The acrimonious split offers a rare glimpse into a high-profile divorce in New York, where matrimonial proceedings are generally confidential. John Paulson filed for divorce in September 2021. The couple doesn’t have a prenup. Days later, the New York Post reported that he was dating 35-year-old dietitian and Instagram influencer Alina De Almeida.

The parties in the case had been scheduled Thursday to argue on John Paulson’s request to throw out the suit before a state court but agreed to postpone the hearing in order to address the allegations in the amended complaint. 

Jim Smith, a lawyer for John Paulson, told the judge that the new complaint is “doubling down” on what his client claims are flaws in the suit — namely, that it fails to add their children as necessary parties since they are beneficiaries to the trusts.

Smith said the new claim and the case may belong in another court since it alleges misconduct on part of the trustee, and that Jenica Paulson may not have standing to pursue the claim because she is not a beneficiary of the 2009 trust. 

Robert S. Cohen, an attorney for Jenica Paulson, said the amended complaint was prompted by the lawsuit filed against John Paulson in Puerto Rico earlier this month, which “got us to look further into the matter.”

Earlier this month, John Paulson was sued by his longtime business partner in Puerto Rico, who alleges the billionaire made fraudulent claims to convince him to invest $17 million in a luxury automobile dealership on the island. Paulson denied the claims, calling them “baseless.”

John Paulson hasn’t made any payments on the Puerto Rico penthouse and has racked up hundreds of thousands of dollars in unpaid “hospitality charges,” his wife said. In addition to financial assets, the family has a bountiful portfolio of real estate investments, including an Aspen, Colorado, ranch formerly owned by a Saudi prince and an estate in the Hamptons.

The Paulsons married in 2000, after first meeting at the Bear Stearns cafeteria, where she served him and his staff. Most of his wealth was achieved during their marriage — he’s best known for betting against the US housing market ahead of the 2008 subprime crisis, making $20 billion for himself and his hedge fund investors. He turned the fund into a family office in 2020 and was named chairman of Bausch Health Cos. in 2022.
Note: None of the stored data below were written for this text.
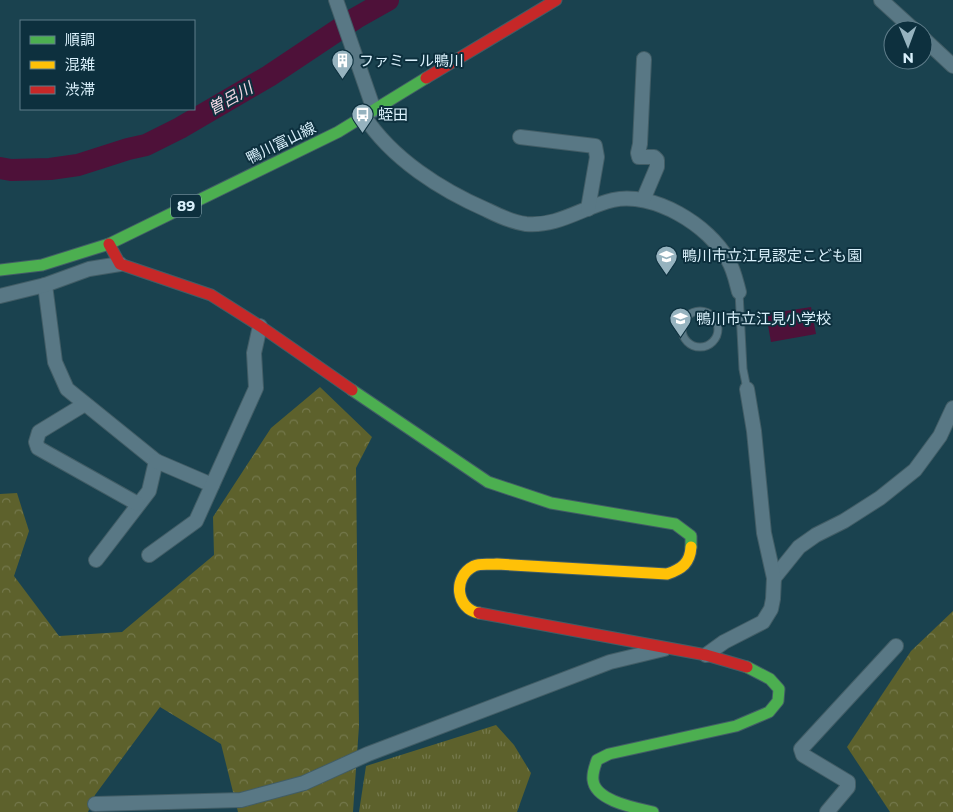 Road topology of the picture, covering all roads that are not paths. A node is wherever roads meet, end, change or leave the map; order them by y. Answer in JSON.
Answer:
{"nodes":[{"id":1,"x":336,"y":0,"type":"edge"},
{"id":2,"x":556,"y":0,"type":"edge"},
{"id":3,"x":881,"y":0,"type":"edge"},
{"id":4,"x":903,"y":20,"type":"edge"},
{"id":5,"x":933,"y":47,"type":"edge"},
{"id":6,"x":644,"y":59,"type":"dead end"},
{"id":7,"x":953,"y":66,"type":"edge"},
{"id":8,"x":369,"y":113,"type":"junction"},
{"id":9,"x":520,"y":137,"type":"dead end"},
{"id":10,"x":643,"y":200,"type":"junction"},
{"id":11,"x":588,"y":209,"type":"junction"},
{"id":12,"x":109,"y":244,"type":"junction"},
{"id":13,"x":120,"y":264,"type":"junction"},
{"id":14,"x":0,"y":270,"type":"edge"},
{"id":15,"x":45,"y":285,"type":"junction"},
{"id":16,"x":739,"y":292,"type":"joint"},
{"id":17,"x":0,"y":296,"type":"edge"},
{"id":18,"x":740,"y":314,"type":"junction"},
{"id":19,"x":716,"y":320,"type":"junction"},
{"id":20,"x":260,"y":326,"type":"junction"},
{"id":21,"x":747,"y":389,"type":"joint"},
{"id":22,"x":85,"y":404,"type":"junction"},
{"id":23,"x":953,"y":408,"type":"edge"},
{"id":24,"x":156,"y":460,"type":"junction"},
{"id":25,"x":212,"y":484,"type":"junction"},
{"id":26,"x":138,"y":504,"type":"junction"},
{"id":27,"x":149,"y":555,"type":"dead end"},
{"id":28,"x":96,"y":560,"type":"dead end"},
{"id":29,"x":774,"y":578,"type":"junction"},
{"id":30,"x":896,"y":646,"type":"dead end"},
{"id":31,"x":672,"y":647,"type":"junction"},
{"id":32,"x":706,"y":654,"type":"junction"},
{"id":33,"x":95,"y":804,"type":"dead end"},
{"id":34,"x":207,"y":806,"type":"edge"},
{"id":35,"x":146,"y":807,"type":"edge"},
{"id":36,"x":114,"y":808,"type":"edge"},
{"id":37,"x":653,"y":812,"type":"edge"},
{"id":38,"x":827,"y":812,"type":"edge"}],
"edges":[{"from":1,"to":8,"type":"street"},
{"from":2,"to":8,"type":"street","name":"鴨川富山線","number":"89"},
{"from":3,"to":4,"type":"street"},
{"from":5,"to":7,"type":"street"},
{"from":6,"to":10,"type":"street"},
{"from":8,"to":11,"type":"street"},
{"from":8,"to":12,"type":"street","name":"鴨川富山線","number":"89"},
{"from":9,"to":11,"type":"street"},
{"from":10,"to":11,"type":"street"},
{"from":10,"to":16,"type":"street"},
{"from":12,"to":13,"type":"street"},
{"from":12,"to":14,"type":"street","name":"鴨川富山線","number":"89"},
{"from":13,"to":15,"type":"street"},
{"from":13,"to":20,"type":"street"},
{"from":15,"to":17,"type":"street"},
{"from":15,"to":22,"type":"street"},
{"from":16,"to":18,"type":"lane"},
{"from":18,"to":19,"type":"lane"},
{"from":18,"to":21,"type":"lane"},
{"from":19,"to":19,"type":"lane"},
{"from":20,"to":25,"type":"street"},
{"from":20,"to":31,"type":"street"},
{"from":21,"to":29,"type":"street"},
{"from":22,"to":24,"type":"street"},
{"from":22,"to":26,"type":"street"},
{"from":23,"to":29,"type":"street"},
{"from":24,"to":25,"type":"street"},
{"from":24,"to":26,"type":"street"},
{"from":25,"to":27,"type":"street"},
{"from":26,"to":28,"type":"street"},
{"from":29,"to":32,"type":"street"},
{"from":30,"to":38,"type":"street"},
{"from":31,"to":32,"type":"street"},
{"from":31,"to":34,"type":"street"},
{"from":32,"to":37,"type":"street"},
{"from":33,"to":36,"type":"street"},
{"from":34,"to":35,"type":"street"},
{"from":35,"to":36,"type":"street"}]} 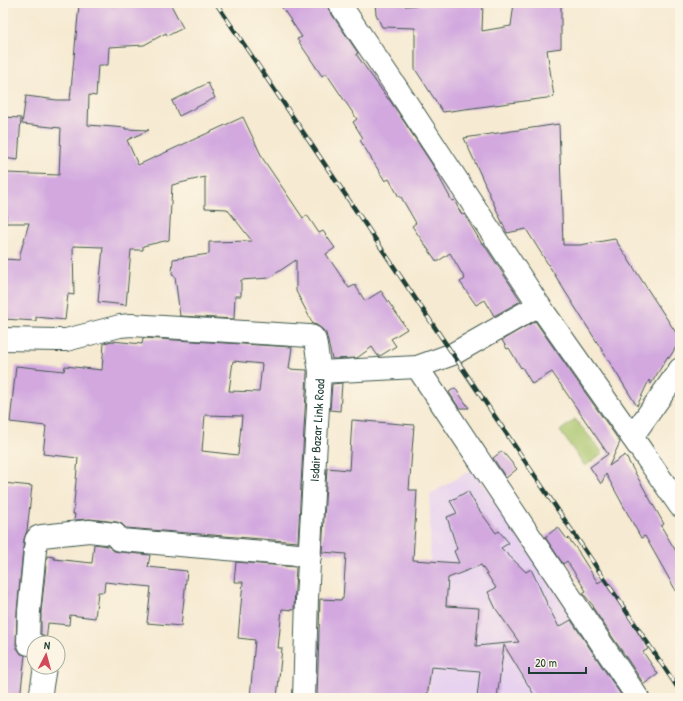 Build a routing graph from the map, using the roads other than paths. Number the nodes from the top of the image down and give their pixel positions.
1 (339, 3) edge
2 (539, 305) junction
3 (3, 339) edge
4 (417, 367) junction
5 (680, 369) edge
6 (320, 372) junction
7 (632, 437) junction
8 (680, 506) edge
9 (310, 556) junction
10 (28, 635) edge
11 (44, 675) edge
12 (40, 698) edge
13 (304, 698) edge
14 (638, 698) edge

1 - 2 street
2 - 4 street, Isdair Bazar Link Road
2 - 7 street
3 - 6 street
4 - 6 street, Isdair Bazar Link Road
4 - 14 street
5 - 7 street
6 - 9 street, Isdair Bazar Link Road
7 - 8 street
9 - 10 street
9 - 13 street, Isdair Bazar Link Road
11 - 12 street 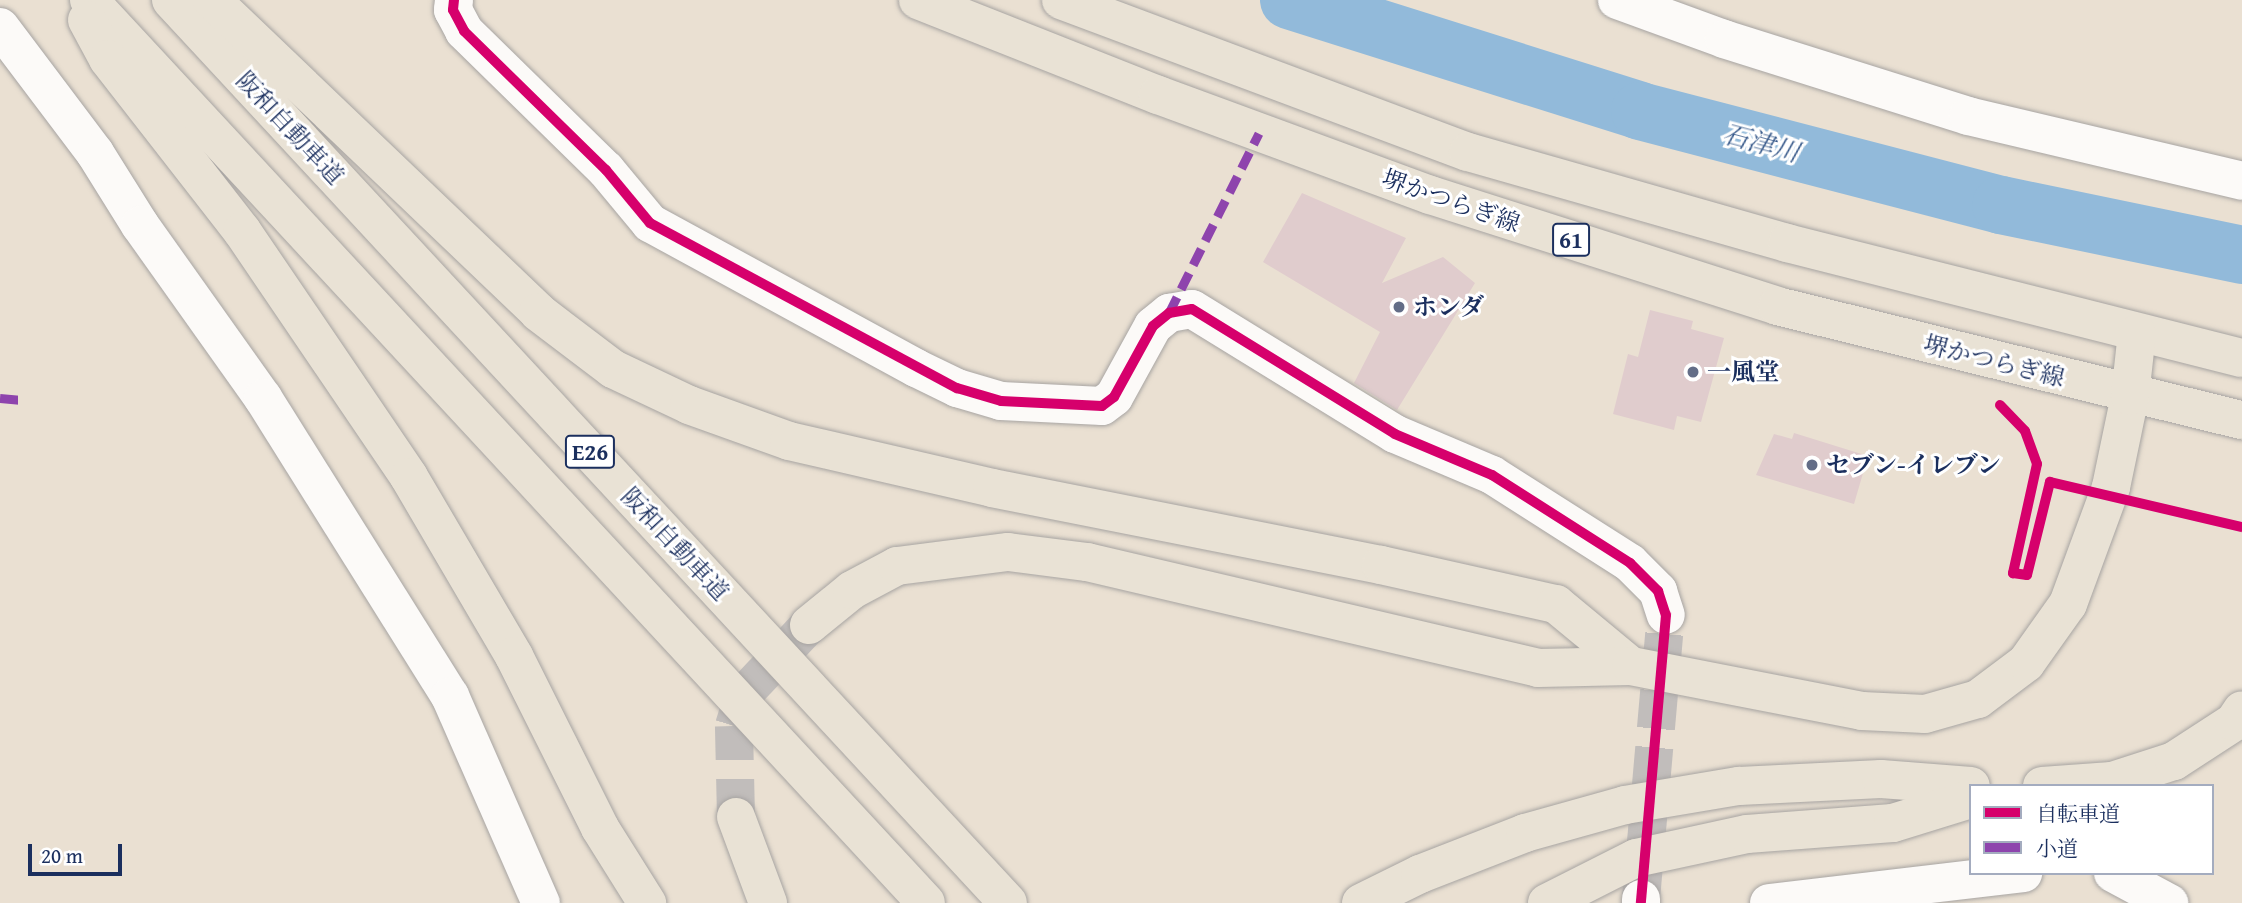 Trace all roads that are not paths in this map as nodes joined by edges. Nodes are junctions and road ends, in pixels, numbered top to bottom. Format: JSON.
{"nodes":[{"id":1,"x":76,"y":0,"type":"edge"},
{"id":2,"x":89,"y":0,"type":"edge"},
{"id":3,"x":172,"y":0,"type":"edge"},
{"id":4,"x":212,"y":0,"type":"edge"},
{"id":5,"x":918,"y":0,"type":"edge"},
{"id":6,"x":1062,"y":0,"type":"edge"},
{"id":7,"x":1617,"y":0,"type":"edge"},
{"id":8,"x":448,"y":3,"type":"edge"},
{"id":9,"x":1662,"y":6,"type":"edge"},
{"id":10,"x":0,"y":27,"type":"edge"},
{"id":11,"x":2242,"y":181,"type":"edge"},
{"id":12,"x":2137,"y":333,"type":"junction"},
{"id":13,"x":2242,"y":358,"type":"edge"},
{"id":14,"x":2130,"y":396,"type":"junction"},
{"id":15,"x":2242,"y":420,"type":"edge"},
{"id":16,"x":1666,"y":615,"type":"tunnel mouth"},
{"id":17,"x":809,"y":625,"type":"tunnel mouth"},
{"id":18,"x":1631,"y":666,"type":"junction"},
{"id":19,"x":2242,"y":710,"type":"edge"},
{"id":20,"x":2070,"y":784,"type":"edge"},
{"id":21,"x":1969,"y":786,"type":"edge"},
{"id":22,"x":1969,"y":800,"type":"edge"},
{"id":23,"x":736,"y":817,"type":"tunnel mouth"},
{"id":24,"x":2007,"y":875,"type":"edge"},
{"id":25,"x":2117,"y":875,"type":"edge"},
{"id":26,"x":541,"y":903,"type":"edge"},
{"id":27,"x":647,"y":903,"type":"edge"},
{"id":28,"x":768,"y":903,"type":"edge"},
{"id":29,"x":926,"y":903,"type":"edge"},
{"id":30,"x":1008,"y":903,"type":"edge"},
{"id":31,"x":1361,"y":903,"type":"edge"},
{"id":32,"x":1547,"y":903,"type":"edge"},
{"id":33,"x":1769,"y":903,"type":"edge"},
{"id":34,"x":2169,"y":903,"type":"edge"}],
"edges":[{"from":1,"to":27,"type":"main road"},
{"from":2,"to":29,"type":"main road","number":"E26"},
{"from":3,"to":30,"type":"main road","name":"阪和自動車道","number":"E26"},
{"from":4,"to":18,"type":"main road"},
{"from":5,"to":14,"type":"main road","name":"堺かつらぎ線","number":"61"},
{"from":6,"to":12,"type":"main road","number":"61"},
{"from":7,"to":9,"type":"street"},
{"from":8,"to":16,"type":"street"},
{"from":9,"to":11,"type":"street"},
{"from":10,"to":26,"type":"street"},
{"from":12,"to":13,"type":"main road","number":"61"},
{"from":12,"to":14,"type":"main road"},
{"from":14,"to":15,"type":"main road","name":"堺かつらぎ線","number":"61"},
{"from":14,"to":18,"type":"main road"},
{"from":17,"to":18,"type":"main road"},
{"from":19,"to":20,"type":"main road"},
{"from":21,"to":31,"type":"main road"},
{"from":22,"to":32,"type":"main road"},
{"from":23,"to":28,"type":"main road"},
{"from":24,"to":33,"type":"street"},
{"from":25,"to":34,"type":"street"}]}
In the revised complaint, Jenica Paulson also questioned why JPMorgan denied her request to distribute money to her from a 2006 trust fund that she understood was valued at more than $1 billion. The bank, as trustee, said it needed more information to determine whether the request would leave the children “adequately provided for,” according to the complaint.

But she said the bank’s demand was a pretext because it represented a tiny portion of the trust’s value. She said there’s “no possible way” the request would leave the children short of funds.

The children are the primary beneficiaries of the 2006 and 2009 trusts but haven’t received funds from either, according to the complaint.

The partner in the Puerto Rico lawsuit, Fahad Ghaffar, is asking for more than $50 million in damages from Paulson. Ghaffar claims Paulson told him in February 2022 that he would be investing his money in a convertible note that would eventually give him 50% ownership in the dealership, F40. Ghaffar claims in his lawsuit that a Paulson family trust — one of the three at issue in the New York case — had just bought the dealership for $103 million.